From: Robert Schneider (rjschn39@bellsouth.net)
Date: Thu Jun 26 2003 - 14:06:45 EDT
See my comments below:
----- Original Message -----
From: "Howard J. Van Till" <hvantill@chartermi.net>
To: "Terry M. Gray" <grayt@lamar.colostate.edu>; <asa@calvin.edu>
Sent: Friday, June 27, 2003 9:09 AM
Subject: Re: Concordist sequence--why be a concordist?
> >From: "Terry M. Gray" <grayt@lamar.colostate.edu>
>
> > Howard Van Till wrote:
> >>While I know practically nothing about "the Enthusiasts" as a particular
> >>historical movement, I presume this can also refer to the claim of any
> >>individual (or closely knit community) to have had some privileged
> >>experience of the Sacred (God, if you prefer).
> >
> > Howard,
> >
> > Is "the Sacred" personal? Can a human being have a personal
> > relationship with "the Sacred"?
> >
> > Just exploring your choice of words here.
>
> Yes, as I use the term here, "the Sacred" does indeed have a personal
> dimension. But "the Sacred" is much more than a person. One problem that I
> have observed in common usage of "God" is the way in which the name "God"

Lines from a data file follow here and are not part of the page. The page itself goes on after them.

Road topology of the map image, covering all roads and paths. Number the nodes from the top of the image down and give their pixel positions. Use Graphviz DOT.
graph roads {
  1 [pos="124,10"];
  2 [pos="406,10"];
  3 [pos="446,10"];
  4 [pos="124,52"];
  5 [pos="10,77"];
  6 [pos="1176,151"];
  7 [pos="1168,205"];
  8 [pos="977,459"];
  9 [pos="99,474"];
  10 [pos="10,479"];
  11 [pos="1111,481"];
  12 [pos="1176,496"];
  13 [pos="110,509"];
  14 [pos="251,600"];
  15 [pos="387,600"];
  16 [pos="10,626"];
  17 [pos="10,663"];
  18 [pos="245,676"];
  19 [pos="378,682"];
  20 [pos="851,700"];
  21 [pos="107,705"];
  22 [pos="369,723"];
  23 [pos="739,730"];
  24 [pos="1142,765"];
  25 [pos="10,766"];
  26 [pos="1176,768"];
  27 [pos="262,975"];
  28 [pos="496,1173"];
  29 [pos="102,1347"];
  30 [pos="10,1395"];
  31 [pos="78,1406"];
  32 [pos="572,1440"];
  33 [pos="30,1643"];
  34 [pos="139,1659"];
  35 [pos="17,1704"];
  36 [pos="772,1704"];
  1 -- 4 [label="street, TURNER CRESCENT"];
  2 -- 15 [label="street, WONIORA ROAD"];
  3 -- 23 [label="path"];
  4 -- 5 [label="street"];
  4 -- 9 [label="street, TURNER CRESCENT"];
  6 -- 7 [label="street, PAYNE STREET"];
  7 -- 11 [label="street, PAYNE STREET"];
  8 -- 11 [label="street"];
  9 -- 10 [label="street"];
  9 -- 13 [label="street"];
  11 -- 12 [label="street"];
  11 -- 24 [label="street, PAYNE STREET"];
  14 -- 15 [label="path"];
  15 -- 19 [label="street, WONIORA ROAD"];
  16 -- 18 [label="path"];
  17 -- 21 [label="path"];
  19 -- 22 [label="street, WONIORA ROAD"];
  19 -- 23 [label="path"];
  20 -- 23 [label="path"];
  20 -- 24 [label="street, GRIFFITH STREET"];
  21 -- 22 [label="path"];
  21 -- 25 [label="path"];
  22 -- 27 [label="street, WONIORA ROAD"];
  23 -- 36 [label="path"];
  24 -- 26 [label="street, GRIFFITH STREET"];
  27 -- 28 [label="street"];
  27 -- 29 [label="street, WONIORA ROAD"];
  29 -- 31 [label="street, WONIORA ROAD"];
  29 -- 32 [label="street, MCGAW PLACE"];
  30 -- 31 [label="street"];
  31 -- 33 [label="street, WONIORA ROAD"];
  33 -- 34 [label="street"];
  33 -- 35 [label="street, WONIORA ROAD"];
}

> functions as a personification of the Sacred, diminishing the Sacred to a
> divine Person, often an amplified version of a human person.
>
> Christian theology has also dealt with the same problem. I was taught that
> God was personal, but not just a divine Person. Nonetheless, the familiar
> label "God" allows people to forget that important distinction.
>
> So, Terry, I often find myself using "the Sacred" instead of God to avoid
> the problem of letting the personification "God" diminish or restrict the
> multidimensional character of the larger reality, "the Sacred."
>
> Howard Van Till
Terry and Howard,
Your exchange stirs further thoughts in my mind about the identification
of God as personal. I agree with Howard that "the Sacred" is much more than
personal. We have to keep in mind that all of our God language is
necessarily analogical when we use terms like "personal" to characterize
God, or when we use the common trinitarian language of "Persons" to
characterize Father, Son and Holy Spirit. There are mystical traditions in
Christian thought that use impersonal models of God, though even these do
not reject the language of the personal. Impersonal terms (and models) of
God such as "the Source" or "the Ground of Being" are characteristics of
some modern theologies (e.g., Tillich'). Ian Barbour suggests that the use
of both personal and impersonal models/language of God might be seen as
complementary models, in a way analogous to wave/particle language regarding
light and electromagnetism.
The use of the English word "Person" from the Latin "persona" to
translate the Greek "hypostasis" in trinitarian theology, in my view, only
compounds the confusion arising over speaking of God as a "person."
Such discussions always bring to mind Holy Scripture's prohibition
against "graven images" (mental or physical, I believe). Hence the two
traditions that emerged in Christianity in speaking about God: one, the
"kataphatic," in which one attempts to say what God is, or is like; and the
"apophatic," that insists that one can only say what God is not, and in the
end fall into silence. I believe that silent adoration before the Sacred is
a worthy attainment for any Christian.